It doesn't help to hear a dashingly-handsome ghost walk guide describing Levi's residence as 'the Murder House'. Though it does give Levi an excuse to strike up a conversation with Blue Billings, who has a tragic past, an impecunious present, an affinity for ghosts, and blue hair.

This is a sweet M/M romance, with credible emotions and motivations for both characters, which is complicated by a century-old murder mystery and an increasingly nerve-wracking series of ghostly encounters. Blue's powers, though questioned by Levi, are real; Levi's intrinsic goodness, though mistrusted by Blue, is genuine and practical. There's a strong sense of place, too: the author clearly knows York well, and evokes the narrow streets and sense of history very effectively. Also, there is an excellent bookshop.

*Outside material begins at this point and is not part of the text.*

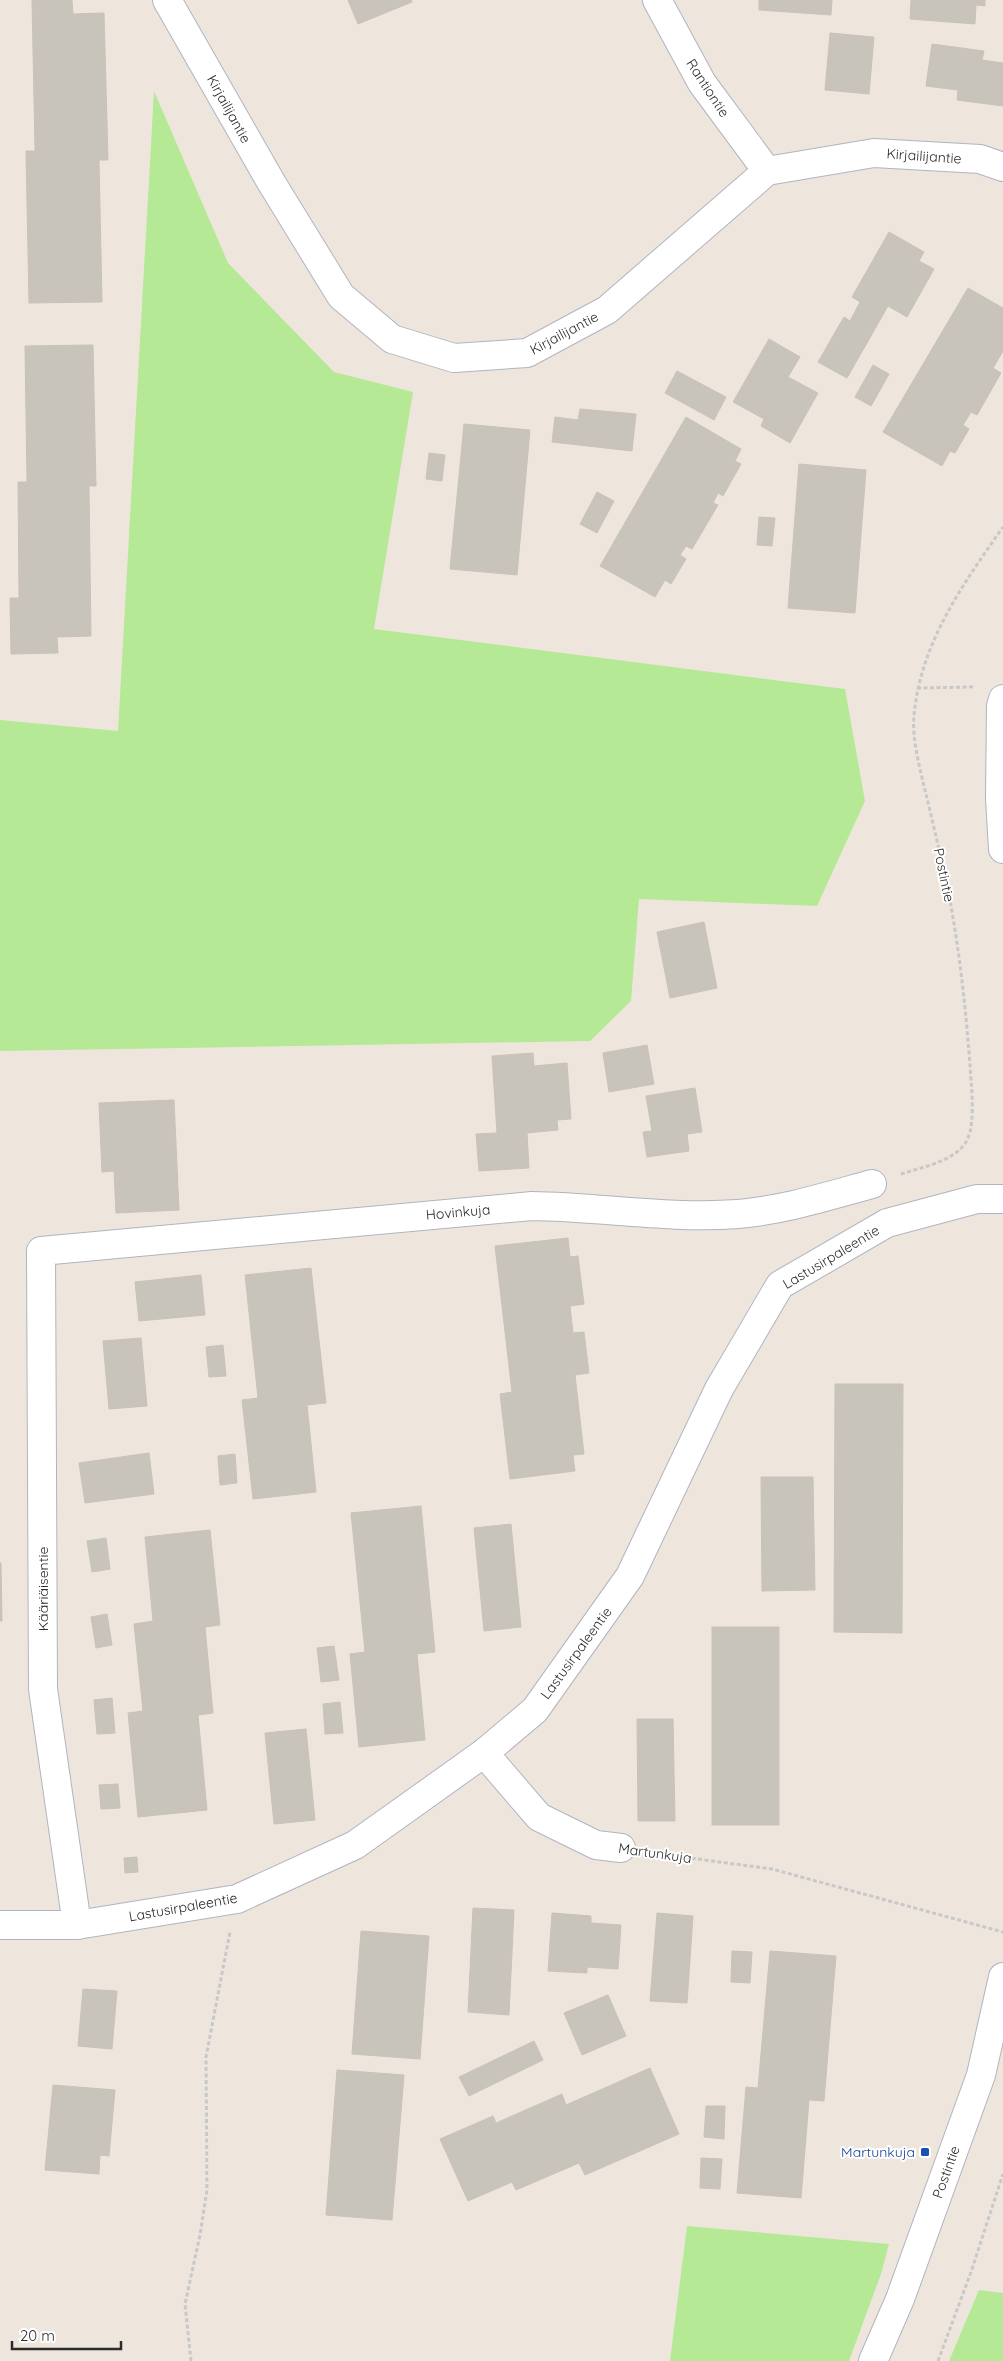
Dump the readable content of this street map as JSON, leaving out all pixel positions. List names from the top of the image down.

Despite being primarily a romance, there are some dark aspects to Blue's past, and to the house's history. Overall, though, a charming and often funny read.

Sunday, April 26, 2020

2020/044: Comet Weather --Liz Williams

Stella could see it now, the snow changing to white rose petals and drifting down onto the water. The oaks flushed a darker green with the heavy leaf of midsummer, not solstice but beyond, lammas-tide when the tides of the land grow slower and the days begin to darken and things begin to ripen and die. [loc. 3870]

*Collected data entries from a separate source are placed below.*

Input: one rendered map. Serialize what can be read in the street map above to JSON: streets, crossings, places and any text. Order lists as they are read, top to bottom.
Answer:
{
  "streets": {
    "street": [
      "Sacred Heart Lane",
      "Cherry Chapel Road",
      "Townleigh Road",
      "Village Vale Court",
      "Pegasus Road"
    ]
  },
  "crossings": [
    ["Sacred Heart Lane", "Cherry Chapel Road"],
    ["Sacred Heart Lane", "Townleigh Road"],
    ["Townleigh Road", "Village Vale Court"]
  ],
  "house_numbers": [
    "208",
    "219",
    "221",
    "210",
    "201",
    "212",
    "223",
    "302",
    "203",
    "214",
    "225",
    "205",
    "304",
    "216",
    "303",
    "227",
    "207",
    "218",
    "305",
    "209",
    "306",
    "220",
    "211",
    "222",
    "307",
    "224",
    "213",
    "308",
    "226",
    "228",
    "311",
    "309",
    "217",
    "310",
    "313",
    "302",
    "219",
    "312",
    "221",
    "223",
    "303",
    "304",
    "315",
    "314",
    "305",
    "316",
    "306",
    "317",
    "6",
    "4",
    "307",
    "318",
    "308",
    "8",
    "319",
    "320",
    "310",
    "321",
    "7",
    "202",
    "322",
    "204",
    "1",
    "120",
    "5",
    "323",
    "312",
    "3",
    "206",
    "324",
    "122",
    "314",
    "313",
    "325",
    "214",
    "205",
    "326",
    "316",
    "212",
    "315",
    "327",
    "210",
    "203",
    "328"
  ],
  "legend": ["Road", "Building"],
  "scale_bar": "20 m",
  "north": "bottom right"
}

Bee Fallow has been the guardian of the family house, Mooncote, since her mother Alys went missing a year ago. Mooncote is a rambling old house, with the ghost of an Elizabethan privateer in the orchard, and star spirits, extravagantly dressed and bearing flowers or herbs, appearing randomly. Bee's three sisters -- Stella the DJ, Serena the fashion designer and Luna the uprooted traveller -- are unfazed by these quiet magics, and are busy with their own lives. But the sisters find themselves drawn back to Mooncote as autumn fades and Lerninsky's Comet approaches. Can they discover their mother's fate? Who, or what, are the slithery Stare siblings who suddenly seem to be worming their way into the Fallow sisters' lives? And what will the comet bring?

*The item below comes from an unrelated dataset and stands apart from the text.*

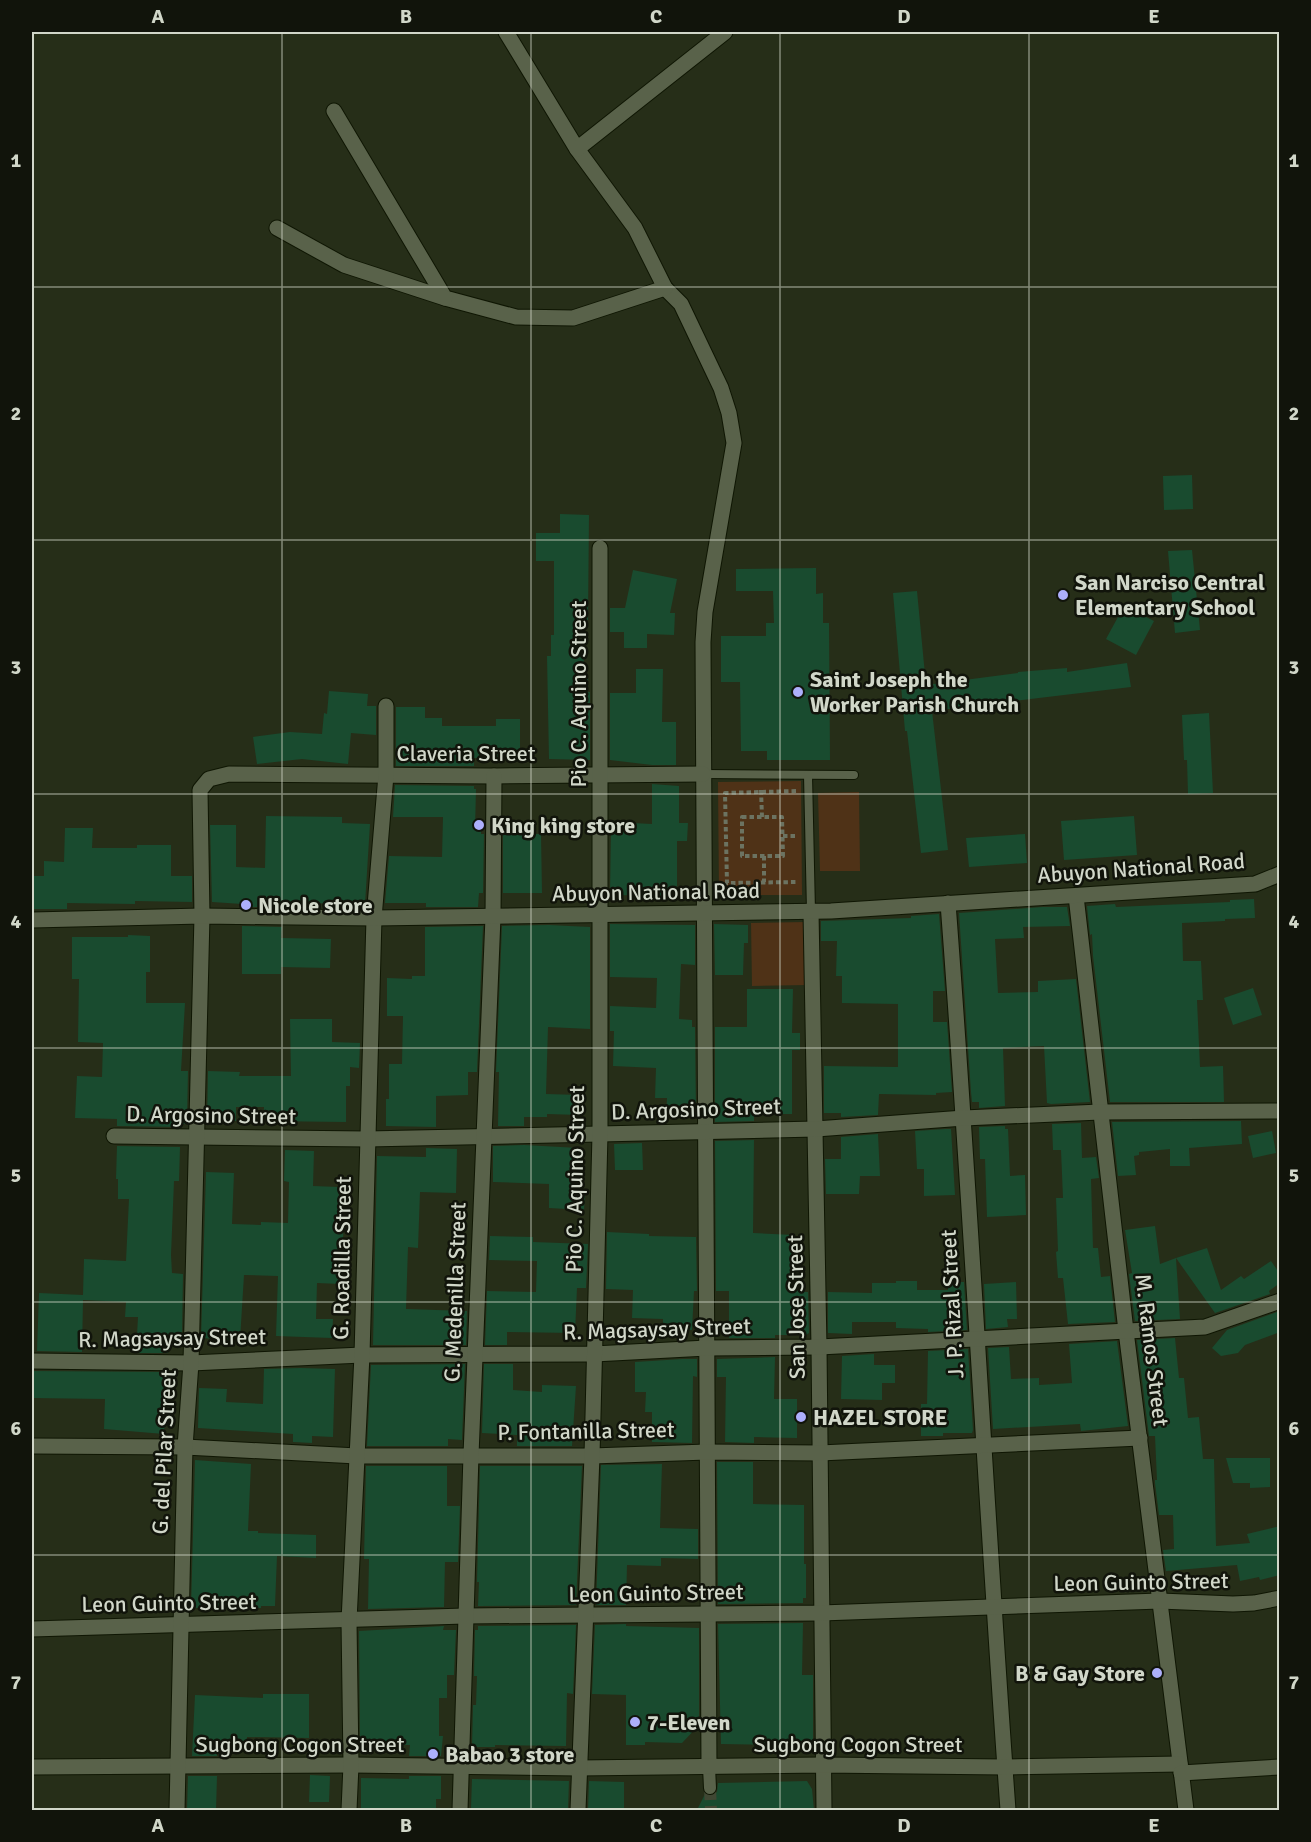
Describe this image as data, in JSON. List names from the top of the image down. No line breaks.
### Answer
{"streets":{"street":["Pio C. Aquino Street","Claveria Street","Abuyon National Road","D. Argosino Street","G. Roadilla Street","G. Medenilla Street","J. P. Rizal Street","San Jose Street","R. Magsaysay Street","M. Ramos Street","P. Fontanilla Street","G. del Pilar Street","Leon Guinto Street","Sugbong Cogon Street"]},"crossings":[["Pio C. Aquino Street","Claveria Street"],["Pio C. Aquino Street","Abuyon National Road"],["Pio C. Aquino Street","D. Argosino Street"],["Pio C. Aquino Street","R. Magsaysay Street"],["Pio C. Aquino Street","P. Fontanilla Street"],["Pio C. Aquino Street","Leon Guinto Street"],["Pio C. Aquino Street","Sugbong Cogon Street"],["Claveria Street","G. Roadilla Street"],["Claveria Street","G. Medenilla Street"],["Claveria Street","G. del Pilar Street"],["Abuyon National Road","G. Roadilla Street"],["Abuyon National Road","G. Medenilla Street"],["Abuyon National Road","J. P. Rizal Street"],["Abuyon National Road","San Jose Street"],["Abuyon National Road","M. Ramos Street"],["Abuyon National Road","G. del Pilar Street"],["D. Argosino Street","G. Roadilla Street"],["D. Argosino Street","G. Medenilla Street"],["D. Argosino Street","J. P. Rizal Street"],["D. Argosino Street","San Jose Street"],["D. Argosino Street","M. Ramos Street"],["D. Argosino Street","G. del Pilar Street"],["G. Roadilla Street","R. Magsaysay Street"],["G. Roadilla Street","P. Fontanilla Street"],["G. Roadilla Street","Leon Guinto Street"],["G. Roadilla Street","Sugbong Cogon Street"],["G. Medenilla Street","R. Magsaysay Street"],["G. Medenilla Street","P. Fontanilla Street"],["G. Medenilla Street","Leon Guinto Street"],["G. Medenilla Street","Sugbong Cogon Street"],["J. P. Rizal Street","R. Magsaysay Street"],["J. P. Rizal Street","P. Fontanilla Street"],["J. P. Rizal Street","Leon Guinto Street"],["J. P. Rizal Street","Sugbong Cogon Street"],["San Jose Street","R. Magsaysay Street"],["San Jose Street","P. Fontanilla Street"],["San Jose Street","Leon Guinto Street"],["San Jose Street","Sugbong Cogon Street"],["R. Magsaysay Street","M. Ramos Street"],["R. Magsaysay Street","G. del Pilar Street"],["M. Ramos Street","P. Fontanilla Street"],["M. Ramos Street","Leon Guinto Street"],["M. Ramos Street","Sugbong Cogon Street"],["P. Fontanilla Street","G. del Pilar Street"],["G. del Pilar Street","Leon Guinto Street"],["G. del Pilar Street","Sugbong Cogon Street"]],"places":["San Narciso Central Elementary School","Saint Joseph the Worker Parish Church","King king store","Nicole store","HAZEL STORE","B & Gay Store","7-Eleven","Babao 3 store"],"grid":{"columns":["A","B","C","D","E"],"rows":["1","2","3","4","5","6","7"]}}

That is a paltry summary of a rich and very English novel which I vastly enjoyed. The Fallow sisters, with their distinct personalities and passions, and their various reactions to the weird and unsettling happenings around them, are so vividly depicted that they felt like people I knew. There's a strong theme of place, of persistence and belonging, in the novel: the Fallows have lived at Mooncote for centuries, and there are others who have been in the area for much longer. The star spirits personify the Behenian stars, which was an educational insight into medieval astrology and astronomy: Alys' father, now dead, was an astronomer, and his influence is clear throughout the novel. The ghost in the orchard, Ned Dark, sailed with Drake -- and may do so again, for time is a mutable construct in Comet Weather. And, for someone trapped in an urban environment during lockdown, the evocative descriptions of woodland, coast and hills were tantalising as well as satisfying.

I was reminded of several favourite fantasies: Rob Holdstock's Mythago Wood and especially Lavondyss; various works by Diana Wynne Jones and Alan Garner; and, oddly, Gwyneth Jones' Bold as Love, perhaps because of the vaguely counter-cultural ambience. But Comet Weather is very much its own book: a story about the sometimes difficult relationships between sisters, about the perils of hunting thieves and of seeking help from old cold entities, about women making their own way in the world and reshaping that world.

There are a lot of intriguing loose ends here (not least American cousin Nell's purpose in the story), so I was overjoyed to read that a second volume, Blackthorn Winter, is due. But when, when ...?

Saturday, April 18, 2020

2020/043: Water Shall Refuse Them -- Lucie McKnight Hardy

The relics sat on the mantelpiece in the correct order: Robin’s egg, magpie’s egg, duckling bill and bone. Blackbird’s egg, feathers of wren…and then the space where the incantation should have continued. It niggled at me, the vacuum at the end of the rhyme an itch to be scratched. [loc. 342]

Nif (short for Jennifer) is sixteen, and looks after her four-year-old brother Lorry: their mother has withdrawn from the family after the death of Lorry's twin sister Petra, and their father, in desperation, has brought them all to an isolated cottage in Wales, for a change of scene and an escape from the suburban house where Petra died.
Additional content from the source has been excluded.